Using the Sybase ASE Resource Governor

By DatabaseJournal.com Staff

by Jeff Garbus

The Sybase ASE Resource Governor provides you with a mechanism to limit the resources a given process may request or acquire. If you have very heavy resource drains, it may be that adding this tiny bit of overhead can reduce whatever is currently stressing your system.

If you’ve ever been responsible for database or server performance, you’ve probably heard complaints along these lines:

“The system was slow last night because a super-user was downloading 30 million rows of data to his Access database and it cause a bit of blocking & network bottlenecking.” (For some reason this one seems to happen disproportionately often at health insurance companies.)

“We have a mixed-use environment with no restrictions on when various departments can run jobs. Some of these jobs can grab significant resources over the course of a few minutes and completely halt the rest of the processing”

“The marketing guys will frequently send coupons to a couple of thousand folks, but every once in a while they will accidentally try to send a few million, which hoses the CPU, IO subsystem, and network, all at the same time.”

“The batch process keeps taking up the entire tempdb database, creating a lot of calls to the help desk.”

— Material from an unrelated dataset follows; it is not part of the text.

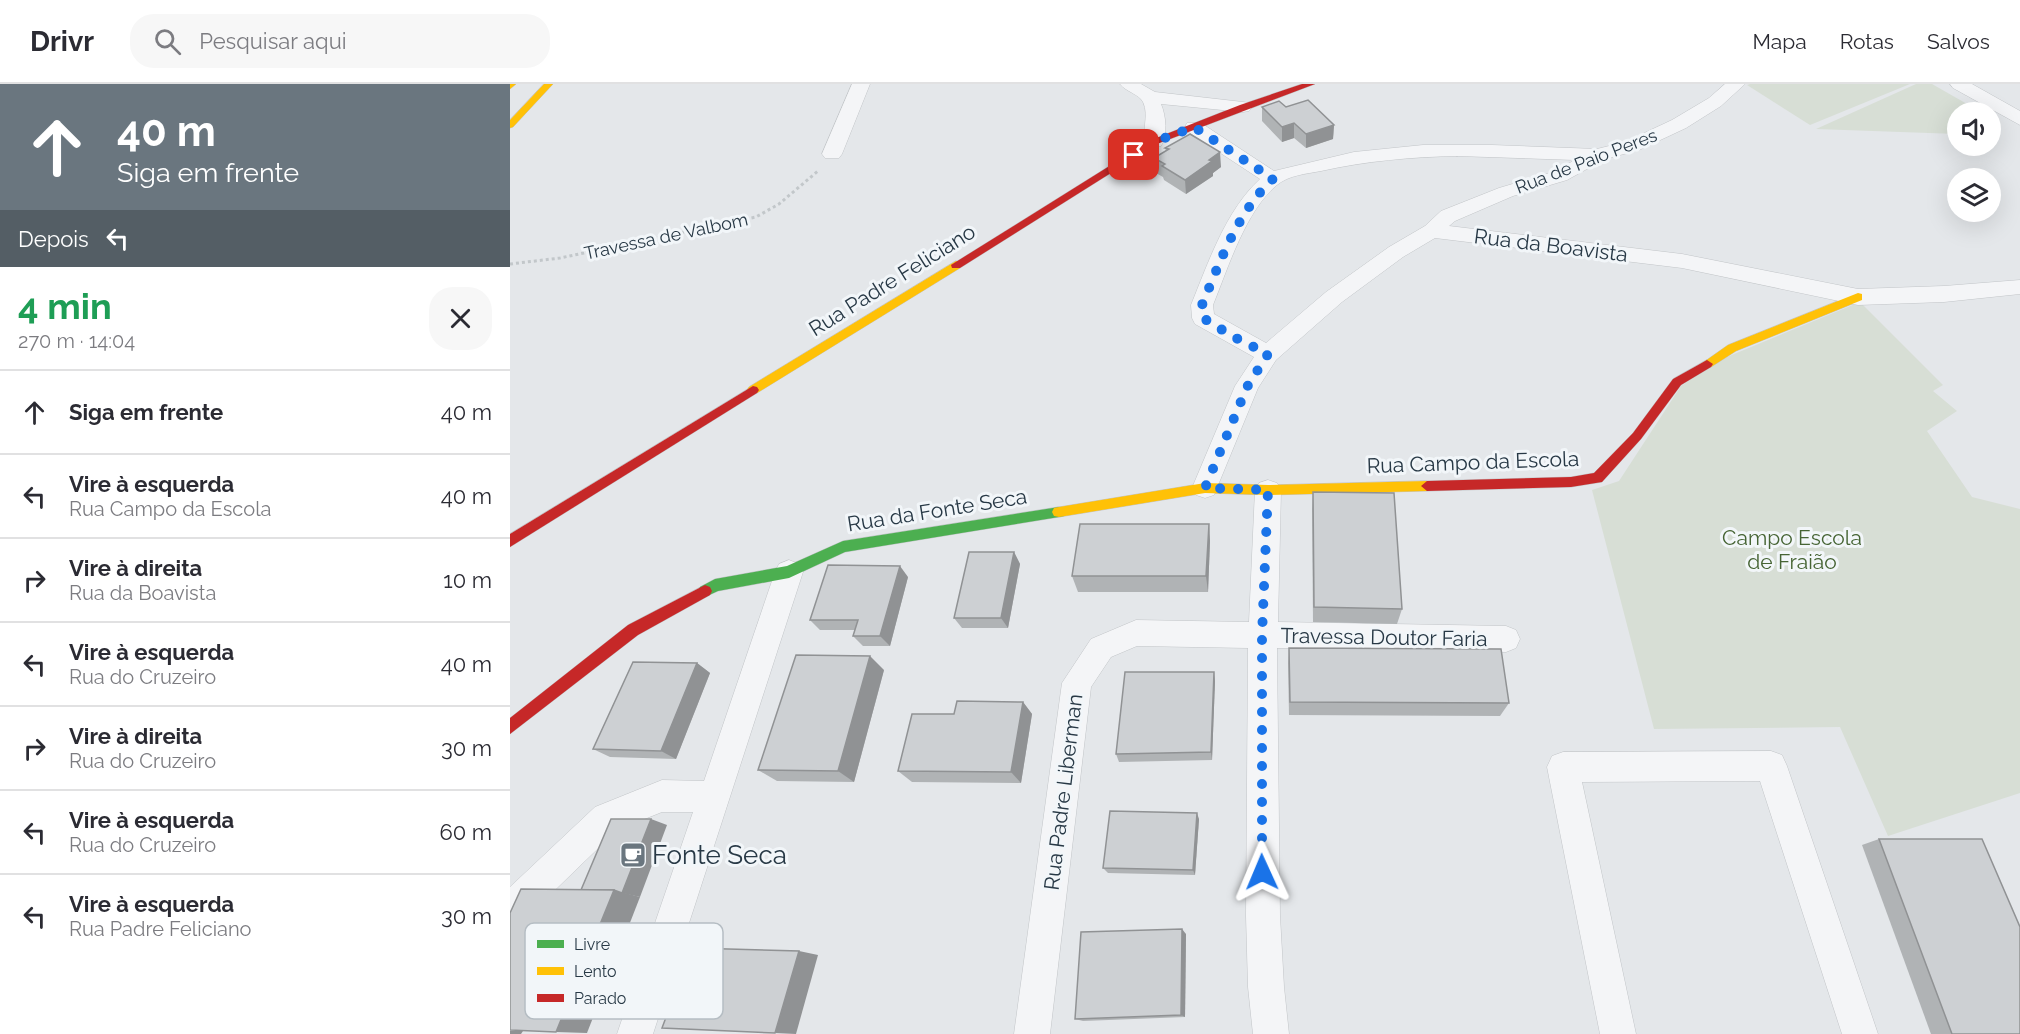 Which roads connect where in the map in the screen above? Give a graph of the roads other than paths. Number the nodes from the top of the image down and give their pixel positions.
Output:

The Resource Governor provides the ASE administrator with a mechanism to limit the resources a given process may request or acquire. It can limit the runaway queries at the application or login level. It can limit:

  • i/o cost, estimated and/or actual
  • elapsed time, estimated and/or actual
  • number of rows to be returned, estimated and/or actual
  • The number of pages of tempdb space a process may acquire

Stated differently, you can choose to enforce your resource limits:

  • Prior to execution
  • During execution
  • Or both

You can also choose a scope for the action. If you have a complicated batch, you may want the scope to be the batch rather than an individual SQL Statement. Your choices there are:

  • Query
  • Batch
  • Transaction
  • Batch and transaction

The Systems Administrator can instruct the server to perform any of the following actions when a resource limitation is exceeded:

  • A warning can be issued
  • The batch can be aborted
  • The transaction can be aborted
  • The login can be terminated (session ended)

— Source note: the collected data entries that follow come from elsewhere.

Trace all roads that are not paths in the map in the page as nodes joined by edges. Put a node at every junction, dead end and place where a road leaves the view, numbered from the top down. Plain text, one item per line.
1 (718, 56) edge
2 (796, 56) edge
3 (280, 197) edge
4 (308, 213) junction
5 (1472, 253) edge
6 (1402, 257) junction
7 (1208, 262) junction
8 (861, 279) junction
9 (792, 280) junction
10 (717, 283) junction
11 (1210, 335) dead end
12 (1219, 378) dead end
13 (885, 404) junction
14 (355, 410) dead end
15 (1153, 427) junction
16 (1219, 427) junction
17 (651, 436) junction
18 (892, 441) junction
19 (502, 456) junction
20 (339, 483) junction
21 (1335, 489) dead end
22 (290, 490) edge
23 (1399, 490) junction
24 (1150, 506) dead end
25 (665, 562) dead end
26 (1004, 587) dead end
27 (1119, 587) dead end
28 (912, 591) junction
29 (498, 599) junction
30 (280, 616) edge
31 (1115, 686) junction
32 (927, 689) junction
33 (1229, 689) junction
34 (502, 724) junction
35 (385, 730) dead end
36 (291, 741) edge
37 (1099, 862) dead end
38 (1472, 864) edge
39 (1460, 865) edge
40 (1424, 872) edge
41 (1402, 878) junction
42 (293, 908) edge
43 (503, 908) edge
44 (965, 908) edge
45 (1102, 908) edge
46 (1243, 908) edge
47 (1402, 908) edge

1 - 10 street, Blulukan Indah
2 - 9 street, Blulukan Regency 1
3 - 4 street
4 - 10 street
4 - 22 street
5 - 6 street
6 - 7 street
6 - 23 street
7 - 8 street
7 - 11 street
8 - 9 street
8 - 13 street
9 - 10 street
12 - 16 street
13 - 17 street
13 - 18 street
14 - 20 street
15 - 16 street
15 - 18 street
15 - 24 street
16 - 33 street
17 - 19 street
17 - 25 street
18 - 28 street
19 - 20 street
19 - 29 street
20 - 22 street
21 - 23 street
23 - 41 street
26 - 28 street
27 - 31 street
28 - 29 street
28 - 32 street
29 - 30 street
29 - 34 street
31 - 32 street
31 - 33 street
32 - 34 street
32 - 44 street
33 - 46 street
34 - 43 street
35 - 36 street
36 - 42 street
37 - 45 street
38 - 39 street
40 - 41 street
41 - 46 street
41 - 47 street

You can also set different resource limits for different times of day. For example, you may choose to let the “batch” login have all the resources it wants from midnight to 6am, but limit the resources the rest of the time (of course, you want to make sure your developers know that they need to put restart logic in their scripts in case the processes are terminated!)

Step 1: Enabling resource limits

Resource limits are enabled at the server level. This allows the server to allocate memory for time ranges, internal alarms, and to set up storage structures to apply applicable ranges & limits to login sessions.

Note that this is where we get into a point of contention with some DBAs, who claim that enabling resource limits slows the server down. In a sense, they are right; it does take some server resources to maintain the resource governor; but it’s not that much. If you’re running at 90% of capacity, you don’t want to add ANY overhead to your box; if you’re running at 30% of capacity, it doesn’t matter a lot. In between, there’s a gray line some place... the Resource Governor should take up less than 5% of resources, though these numbers can be difficult to impossible to measure.

Syntax:

sp_configure ‘allow resource limits’,1

Note that this is not a dynamic parameter, and as such, the server needs to be restarted to take effect.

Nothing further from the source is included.